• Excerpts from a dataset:
================
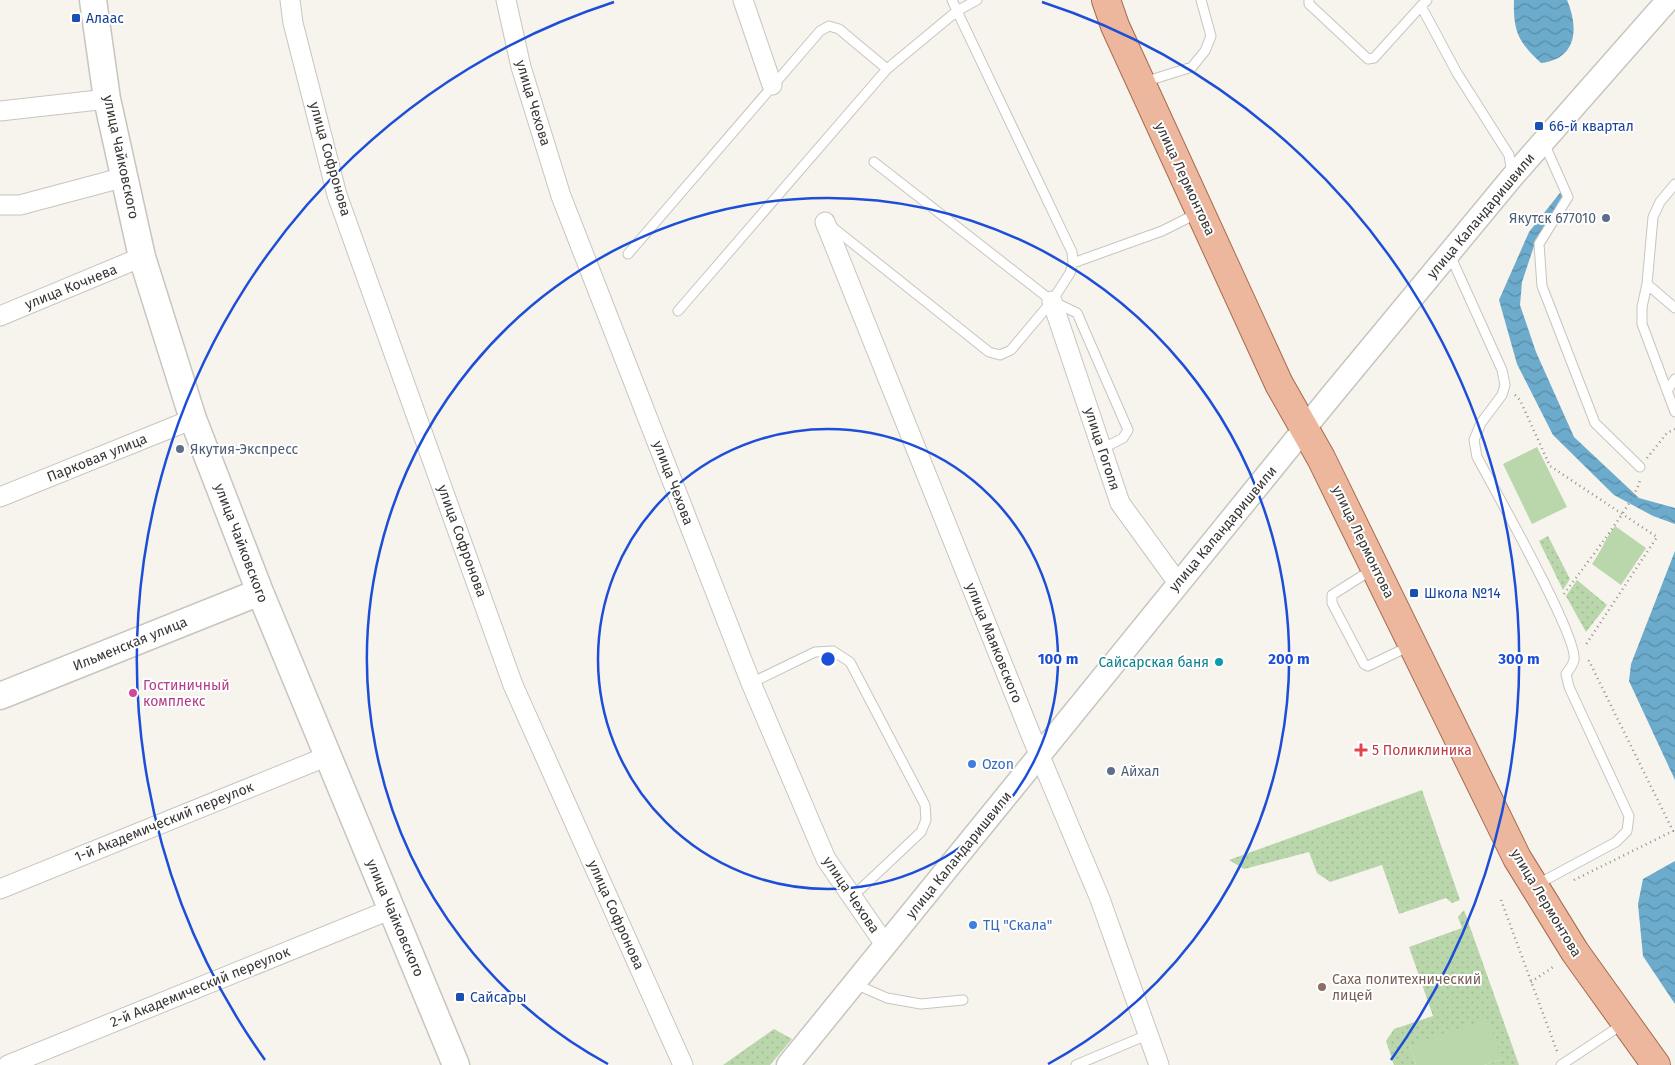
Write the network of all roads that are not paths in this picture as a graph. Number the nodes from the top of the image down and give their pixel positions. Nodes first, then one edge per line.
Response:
1 (93, 0) edge
2 (290, 0) edge
3 (506, 0) edge
4 (743, 0) edge
5 (952, 0) edge
6 (978, 0) edge
7 (1106, 0) edge
8 (1201, 0) edge
9 (1310, 0) edge
10 (1668, 0) edge
11 (1424, 3) edge
12 (957, 11) junction
13 (887, 69) junction
14 (1141, 83) junction
15 (772, 85) junction
16 (108, 99) junction
17 (0, 110) edge
18 (1544, 142) junction
19 (874, 162) dead end
20 (1513, 176) junction
21 (125, 177) junction
22 (1675, 184) edge
23 (0, 205) edge
24 (1200, 212) junction
25 (825, 222) joint
26 (1449, 253) junction
27 (628, 254) dead end
28 (142, 257) junction
29 (1073, 262) junction
30 (1647, 284) junction
31 (1052, 301) junction
32 (1675, 308) edge
33 (678, 311) dead end
34 (0, 316) edge
35 (1675, 379) edge
36 (1667, 391) junction
37 (1675, 412) edge
38 (193, 419) junction
39 (1306, 429) junction
40 (1101, 450) junction
41 (1640, 467) road end
42 (0, 497) edge
43 (1375, 567) junction
44 (1178, 583) junction
45 (260, 592) junction
46 (1413, 644) junction
47 (751, 683) junction
48 (0, 696) edge
49 (1039, 754) junction
50 (328, 756) junction
51 (1534, 887) junction
52 (0, 889) edge
53 (852, 897) junction
54 (392, 909) junction
55 (886, 946) junction
56 (855, 984) junction
57 (963, 1000) dead end
58 (1625, 1022) junction
59 (1147, 1035) junction
60 (1575, 1060) edge
61 (455, 1064) edge
62 (8, 1065) edge
63 (683, 1065) edge
64 (788, 1065) edge
65 (1076, 1065) edge
66 (1160, 1065) edge
67 (1562, 1065) edge
68 (1656, 1065) edge

1 - 16 main road, улица Чайковского
2 - 63 street, улица Софронова
3 - 47 street, улица Чехова
4 - 15 street
5 - 12 lane
6 - 12 lane
7 - 14 main road, улица Лермонтова
8 - 14 lane
9 - 11 lane
10 - 18 street, улица Каландаришвили
11 - 20 lane
12 - 13 lane
12 - 29 lane
13 - 15 lane
13 - 33 lane
14 - 24 main road, улица Лермонтова
15 - 27 lane
16 - 17 street
16 - 21 main road, улица Чайковского
18 - 20 street, улица Каландаришвили
18 - 41 lane
19 - 31 lane
20 - 26 street, улица Каландаришвили
21 - 23 street
21 - 28 main road, улица Чайковского
22 - 30 lane
24 - 29 lane
24 - 39 main road, улица Лермонтова
25 - 31 lane
25 - 49 street, улица Маяковского
26 - 39 street, улица Каландаришвили
26 - 51 lane
28 - 34 street, улица Кочнева
28 - 38 main road, улица Чайковского
29 - 31 lane
30 - 32 lane
30 - 36 lane
31 - 40 street, улица Гоголя
31 - 40 lane
35 - 36 lane
36 - 37 lane
38 - 42 street, Парковая улица
38 - 45 main road, улица Чайковского
39 - 43 main road, улица Лермонтова
39 - 44 street, улица Каландаришвили
40 - 44 street, улица Гоголя
43 - 46 main road, улица Лермонтова
43 - 46 lane
44 - 49 street, улица Каландаришвили
45 - 48 main road, Ильменская улица
45 - 50 main road, улица Чайковского
46 - 51 main road, улица Лермонтова
47 - 53 street, улица Чехова
47 - 53 lane
49 - 55 street, улица Каландаришвили
49 - 59 street, улица Маяковского
50 - 52 street, 1-й Академический переулок
50 - 54 main road, улица Чайковского
51 - 58 main road, улица Лермонтова
53 - 55 street, улица Чехова
54 - 61 main road, улица Чайковского
54 - 62 street, 2-й Академический переулок
55 - 56 street, улица Каландаришвили
56 - 57 lane
56 - 64 street, улица Каландаришвили
58 - 60 lane
58 - 68 main road, улица Лермонтова
59 - 65 lane
59 - 66 street, улица Маяковского
60 - 67 lane

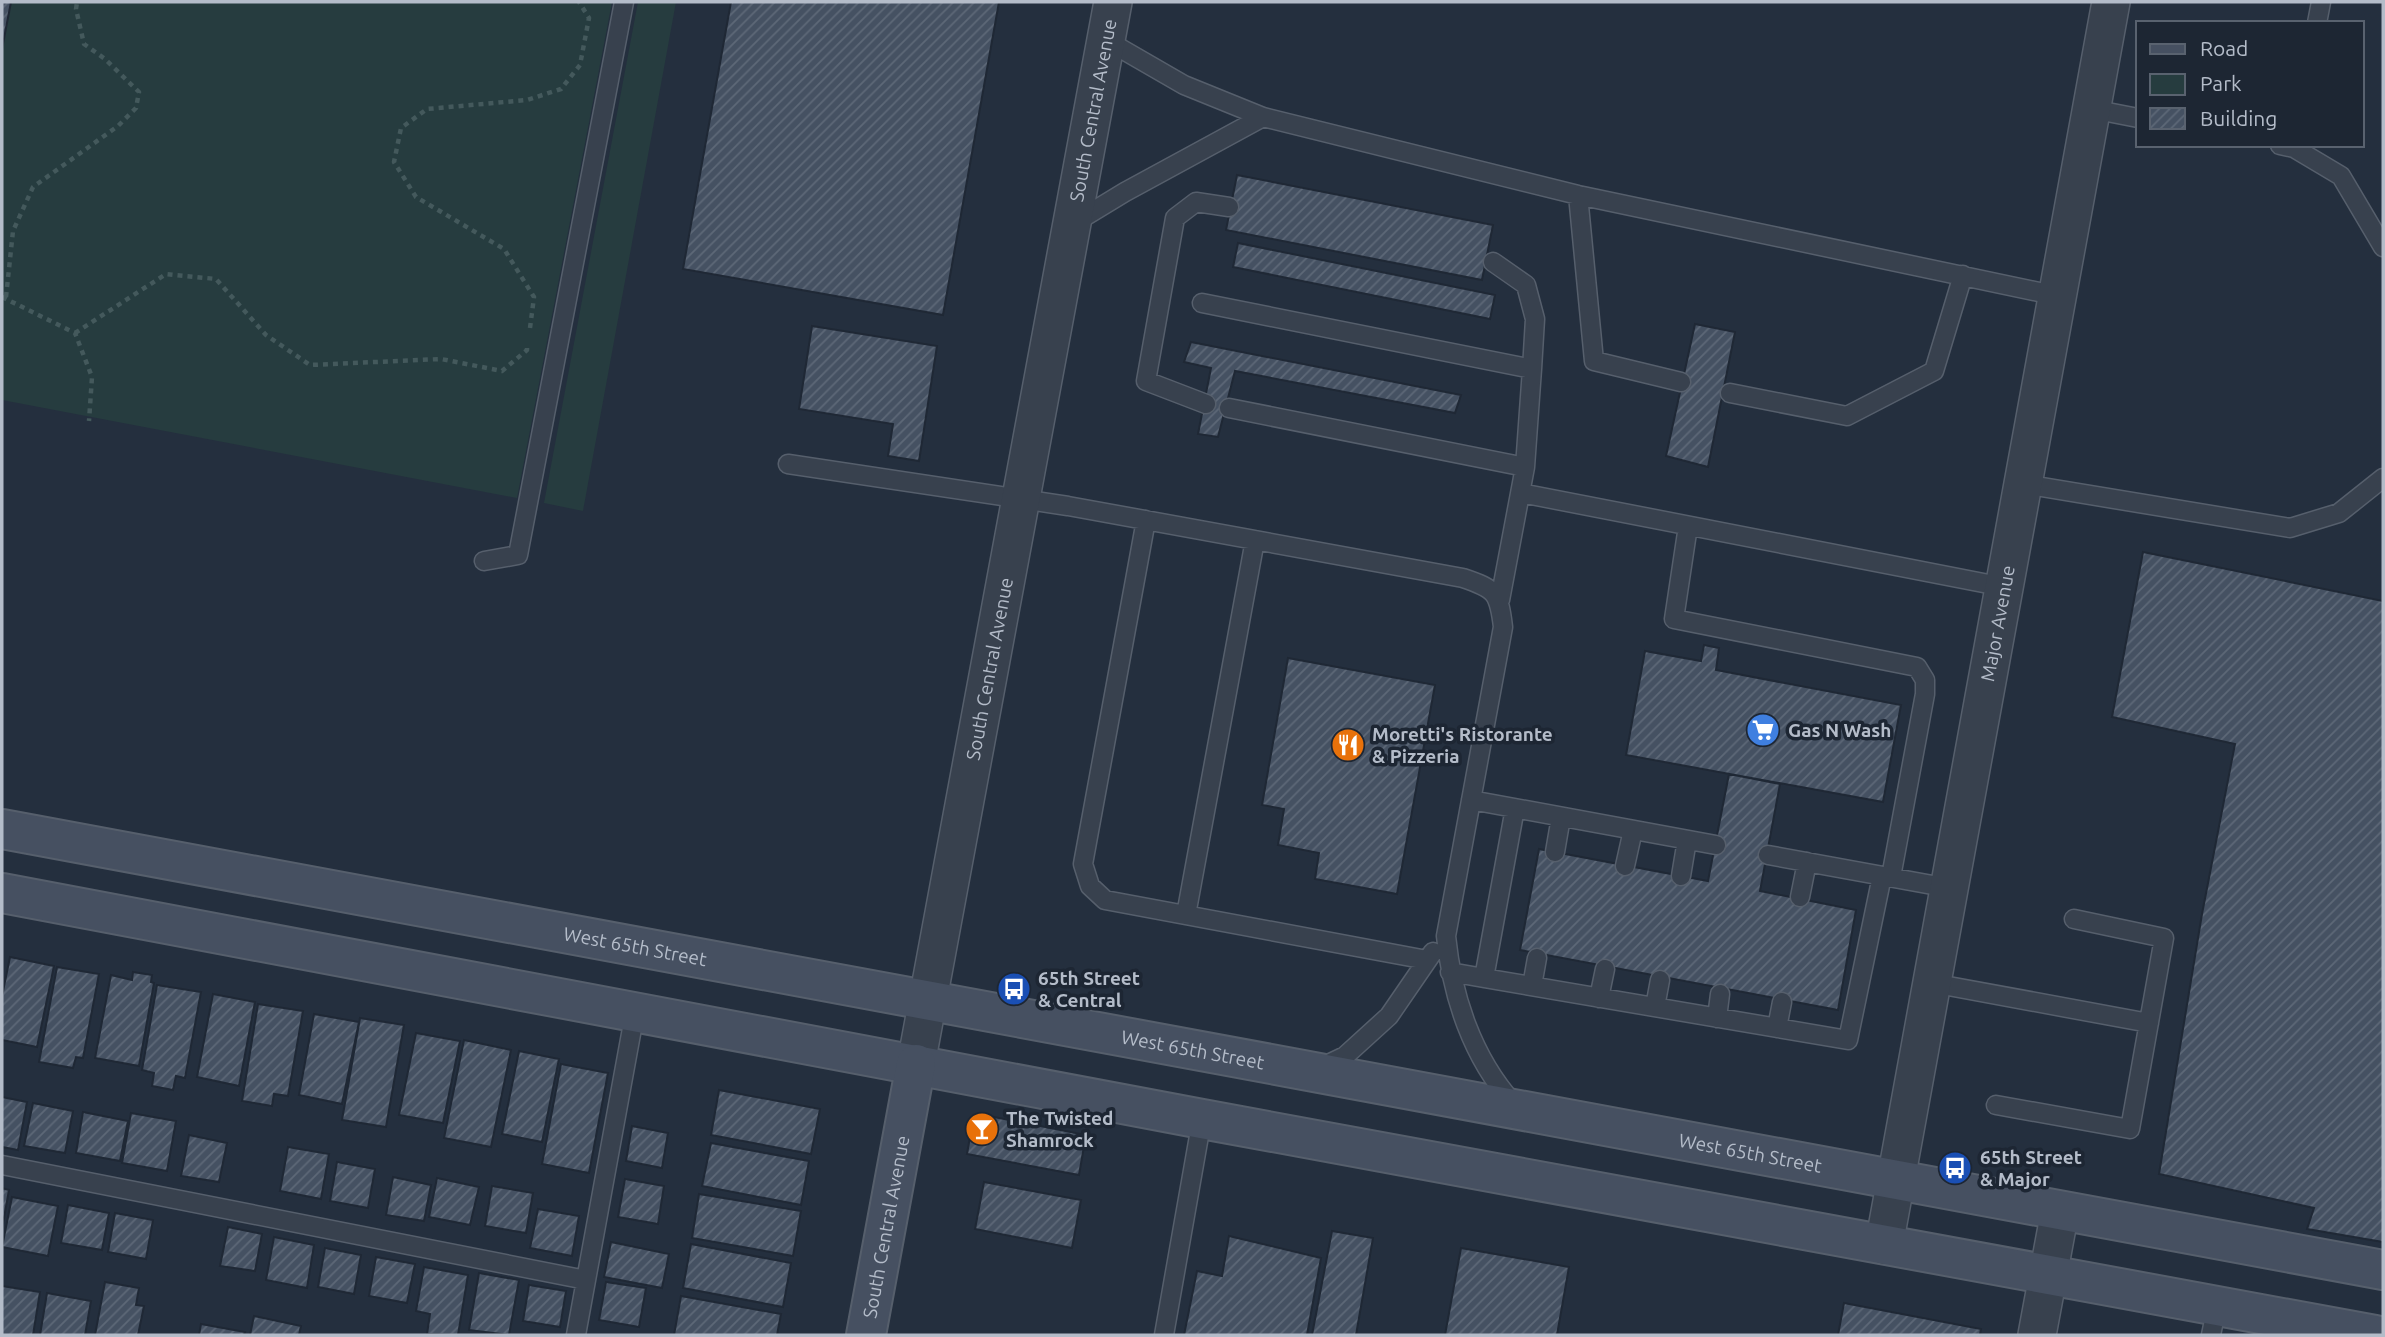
================
• Task item:
Could you please repeat the entries above exactly, with every picture left out?

• Result of this exercise:
Write the network of all roads that are not paths in this picture as a graph. Number the nodes from the top of the image down and give their pixel positions. Nodes first, then one edge per line.
Response:
1 (93, 0) edge
2 (290, 0) edge
3 (506, 0) edge
4 (743, 0) edge
5 (952, 0) edge
6 (978, 0) edge
7 (1106, 0) edge
8 (1201, 0) edge
9 (1310, 0) edge
10 (1668, 0) edge
11 (1424, 3) edge
12 (957, 11) junction
13 (887, 69) junction
14 (1141, 83) junction
15 (772, 85) junction
16 (108, 99) junction
17 (0, 110) edge
18 (1544, 142) junction
19 (874, 162) dead end
20 (1513, 176) junction
21 (125, 177) junction
22 (1675, 184) edge
23 (0, 205) edge
24 (1200, 212) junction
25 (825, 222) joint
26 (1449, 253) junction
27 (628, 254) dead end
28 (142, 257) junction
29 (1073, 262) junction
30 (1647, 284) junction
31 (1052, 301) junction
32 (1675, 308) edge
33 (678, 311) dead end
34 (0, 316) edge
35 (1675, 379) edge
36 (1667, 391) junction
37 (1675, 412) edge
38 (193, 419) junction
39 (1306, 429) junction
40 (1101, 450) junction
41 (1640, 467) road end
42 (0, 497) edge
43 (1375, 567) junction
44 (1178, 583) junction
45 (260, 592) junction
46 (1413, 644) junction
47 (751, 683) junction
48 (0, 696) edge
49 (1039, 754) junction
50 (328, 756) junction
51 (1534, 887) junction
52 (0, 889) edge
53 (852, 897) junction
54 (392, 909) junction
55 (886, 946) junction
56 (855, 984) junction
57 (963, 1000) dead end
58 (1625, 1022) junction
59 (1147, 1035) junction
60 (1575, 1060) edge
61 (455, 1064) edge
62 (8, 1065) edge
63 (683, 1065) edge
64 (788, 1065) edge
65 (1076, 1065) edge
66 (1160, 1065) edge
67 (1562, 1065) edge
68 (1656, 1065) edge

1 - 16 main road, улица Чайковского
2 - 63 street, улица Софронова
3 - 47 street, улица Чехова
4 - 15 street
5 - 12 lane
6 - 12 lane
7 - 14 main road, улица Лермонтова
8 - 14 lane
9 - 11 lane
10 - 18 street, улица Каландаришвили
11 - 20 lane
12 - 13 lane
12 - 29 lane
13 - 15 lane
13 - 33 lane
14 - 24 main road, улица Лермонтова
15 - 27 lane
16 - 17 street
16 - 21 main road, улица Чайковского
18 - 20 street, улица Каландаришвили
18 - 41 lane
19 - 31 lane
20 - 26 street, улица Каландаришвили
21 - 23 street
21 - 28 main road, улица Чайковского
22 - 30 lane
24 - 29 lane
24 - 39 main road, улица Лермонтова
25 - 31 lane
25 - 49 street, улица Маяковского
26 - 39 street, улица Каландаришвили
26 - 51 lane
28 - 34 street, улица Кочнева
28 - 38 main road, улица Чайковского
29 - 31 lane
30 - 32 lane
30 - 36 lane
31 - 40 street, улица Гоголя
31 - 40 lane
35 - 36 lane
36 - 37 lane
38 - 42 street, Парковая улица
38 - 45 main road, улица Чайковского
39 - 43 main road, улица Лермонтова
39 - 44 street, улица Каландаришвили
40 - 44 street, улица Гоголя
43 - 46 main road, улица Лермонтова
43 - 46 lane
44 - 49 street, улица Каландаришвили
45 - 48 main road, Ильменская улица
45 - 50 main road, улица Чайковского
46 - 51 main road, улица Лермонтова
47 - 53 street, улица Чехова
47 - 53 lane
49 - 55 street, улица Каландаришвили
49 - 59 street, улица Маяковского
50 - 52 street, 1-й Академический переулок
50 - 54 main road, улица Чайковского
51 - 58 main road, улица Лермонтова
53 - 55 street, улица Чехова
54 - 61 main road, улица Чайковского
54 - 62 street, 2-й Академический переулок
55 - 56 street, улица Каландаришвили
56 - 57 lane
56 - 64 street, улица Каландаришвили
58 - 60 lane
58 - 68 main road, улица Лермонтова
59 - 65 lane
59 - 66 street, улица Маяковского
60 - 67 lane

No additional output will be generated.